The group $\mathrm{SU}(2)$ and the manifold $S^3$

Question

The group manifold of $\mathrm{SU}(2)$ is $S^3$. $\mathrm{SU}(2)$ has three symmetry generators, while $S^3$ is a maximally symmetric space with 6 symmetry generators (Killing vectors). How can these two facts be reconciled?

Answer 1

There's not really anything to reconcile. One the one hand you're talking about a certain Lie group structure on $S^3$, and on the other hand you're talking about a certain Riemannian structure on $S^3$. It happens that the group structure is compatible with the Riemannian structure, so translation by any group element gives an isometry. But there's no reason there can't be additional symmetries of the metric that don't come from translation with respect to the group structure.
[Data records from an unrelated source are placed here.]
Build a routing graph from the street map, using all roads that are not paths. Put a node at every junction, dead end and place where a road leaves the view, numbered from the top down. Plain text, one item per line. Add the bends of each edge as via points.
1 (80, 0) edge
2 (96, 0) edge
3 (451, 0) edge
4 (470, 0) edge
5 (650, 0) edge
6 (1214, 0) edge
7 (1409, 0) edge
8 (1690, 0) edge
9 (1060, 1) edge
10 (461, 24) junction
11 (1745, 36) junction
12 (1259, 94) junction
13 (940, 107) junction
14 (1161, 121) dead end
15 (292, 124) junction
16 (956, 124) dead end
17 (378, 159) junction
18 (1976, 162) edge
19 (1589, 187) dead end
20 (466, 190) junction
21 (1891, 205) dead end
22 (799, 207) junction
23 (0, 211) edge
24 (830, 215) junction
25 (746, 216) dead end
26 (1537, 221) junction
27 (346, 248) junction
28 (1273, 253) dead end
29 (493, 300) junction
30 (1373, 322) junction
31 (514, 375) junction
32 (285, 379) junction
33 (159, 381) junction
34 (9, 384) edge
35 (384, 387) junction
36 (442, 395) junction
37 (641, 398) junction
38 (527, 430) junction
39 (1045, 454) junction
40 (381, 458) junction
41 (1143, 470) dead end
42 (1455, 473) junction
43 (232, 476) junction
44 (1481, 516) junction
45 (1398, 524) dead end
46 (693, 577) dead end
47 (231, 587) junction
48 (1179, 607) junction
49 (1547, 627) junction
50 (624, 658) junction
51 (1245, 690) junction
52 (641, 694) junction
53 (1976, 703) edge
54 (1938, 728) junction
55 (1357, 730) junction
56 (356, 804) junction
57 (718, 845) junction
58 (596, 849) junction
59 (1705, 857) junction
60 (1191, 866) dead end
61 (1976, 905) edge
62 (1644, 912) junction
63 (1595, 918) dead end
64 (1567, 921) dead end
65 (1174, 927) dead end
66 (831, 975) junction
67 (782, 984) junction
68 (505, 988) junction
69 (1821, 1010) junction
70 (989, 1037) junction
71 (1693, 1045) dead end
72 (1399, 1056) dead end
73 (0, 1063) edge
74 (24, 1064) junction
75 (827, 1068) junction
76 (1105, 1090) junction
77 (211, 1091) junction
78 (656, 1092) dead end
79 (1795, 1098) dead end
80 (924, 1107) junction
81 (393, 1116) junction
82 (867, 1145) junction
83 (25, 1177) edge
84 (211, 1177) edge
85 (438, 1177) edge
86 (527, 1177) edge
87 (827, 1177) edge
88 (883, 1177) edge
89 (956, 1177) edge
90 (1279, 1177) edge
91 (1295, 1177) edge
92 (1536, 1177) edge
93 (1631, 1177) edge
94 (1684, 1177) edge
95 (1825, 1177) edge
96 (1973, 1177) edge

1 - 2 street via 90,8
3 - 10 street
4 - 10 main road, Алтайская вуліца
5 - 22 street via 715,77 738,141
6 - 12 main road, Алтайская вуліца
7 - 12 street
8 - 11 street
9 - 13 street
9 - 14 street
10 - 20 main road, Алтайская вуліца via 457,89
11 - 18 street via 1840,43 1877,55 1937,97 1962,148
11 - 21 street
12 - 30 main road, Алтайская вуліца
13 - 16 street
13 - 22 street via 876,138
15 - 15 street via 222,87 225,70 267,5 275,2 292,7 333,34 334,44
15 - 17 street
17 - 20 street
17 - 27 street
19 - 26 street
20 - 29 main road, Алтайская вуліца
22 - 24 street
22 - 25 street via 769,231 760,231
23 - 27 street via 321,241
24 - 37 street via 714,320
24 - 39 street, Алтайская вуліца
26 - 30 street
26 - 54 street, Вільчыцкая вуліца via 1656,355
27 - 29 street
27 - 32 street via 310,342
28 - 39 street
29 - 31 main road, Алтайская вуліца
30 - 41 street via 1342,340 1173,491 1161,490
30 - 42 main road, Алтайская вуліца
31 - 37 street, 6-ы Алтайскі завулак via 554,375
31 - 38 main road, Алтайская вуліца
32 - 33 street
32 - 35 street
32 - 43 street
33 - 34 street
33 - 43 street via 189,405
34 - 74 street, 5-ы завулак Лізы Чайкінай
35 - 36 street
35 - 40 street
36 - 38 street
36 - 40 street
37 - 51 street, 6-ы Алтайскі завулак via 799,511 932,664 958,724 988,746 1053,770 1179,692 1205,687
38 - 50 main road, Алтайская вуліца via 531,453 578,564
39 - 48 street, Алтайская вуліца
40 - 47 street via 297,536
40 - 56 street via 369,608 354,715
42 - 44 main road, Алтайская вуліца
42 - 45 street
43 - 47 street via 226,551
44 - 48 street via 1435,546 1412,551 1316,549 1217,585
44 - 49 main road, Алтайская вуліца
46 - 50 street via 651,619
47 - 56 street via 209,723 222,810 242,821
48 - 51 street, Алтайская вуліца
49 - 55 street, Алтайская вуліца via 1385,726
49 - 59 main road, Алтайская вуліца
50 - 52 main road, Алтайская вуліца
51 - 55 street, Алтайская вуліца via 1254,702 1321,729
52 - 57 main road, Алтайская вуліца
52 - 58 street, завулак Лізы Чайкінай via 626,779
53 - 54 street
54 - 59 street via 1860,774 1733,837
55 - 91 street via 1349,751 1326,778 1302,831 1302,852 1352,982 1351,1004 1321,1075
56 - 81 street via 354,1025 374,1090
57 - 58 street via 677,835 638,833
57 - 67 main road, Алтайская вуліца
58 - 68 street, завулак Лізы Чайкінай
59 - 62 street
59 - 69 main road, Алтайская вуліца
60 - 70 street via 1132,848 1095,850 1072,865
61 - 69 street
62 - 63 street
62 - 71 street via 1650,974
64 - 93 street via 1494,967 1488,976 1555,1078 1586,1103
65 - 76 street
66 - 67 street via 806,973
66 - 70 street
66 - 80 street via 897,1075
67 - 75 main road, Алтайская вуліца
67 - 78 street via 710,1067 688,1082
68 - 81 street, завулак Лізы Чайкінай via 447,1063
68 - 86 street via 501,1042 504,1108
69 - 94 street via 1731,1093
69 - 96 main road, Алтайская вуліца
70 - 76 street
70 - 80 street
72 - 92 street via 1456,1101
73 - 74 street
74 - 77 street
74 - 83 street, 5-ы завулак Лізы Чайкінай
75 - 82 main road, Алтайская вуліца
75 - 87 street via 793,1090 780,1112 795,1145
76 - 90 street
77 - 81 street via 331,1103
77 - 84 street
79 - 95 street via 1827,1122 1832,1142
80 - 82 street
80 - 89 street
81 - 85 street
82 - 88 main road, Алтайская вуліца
That happens in this case, as there are 3 extra "dimensions" of symmetries of the metric.

Answer 2

In fact on any compact Lie group, left translations and right translations are isometries for the Killing metric . This gives a map from $G\times G$ to $Isom(G)$. One checks that the kernel of this morphism $(g,h)\to (x\to gxh^{-1}$ is the center $Z(G)$, and finite in your case. So for every compact Lie group with finite center, the dimension of isometry group is (at least) twice the dimension of the group.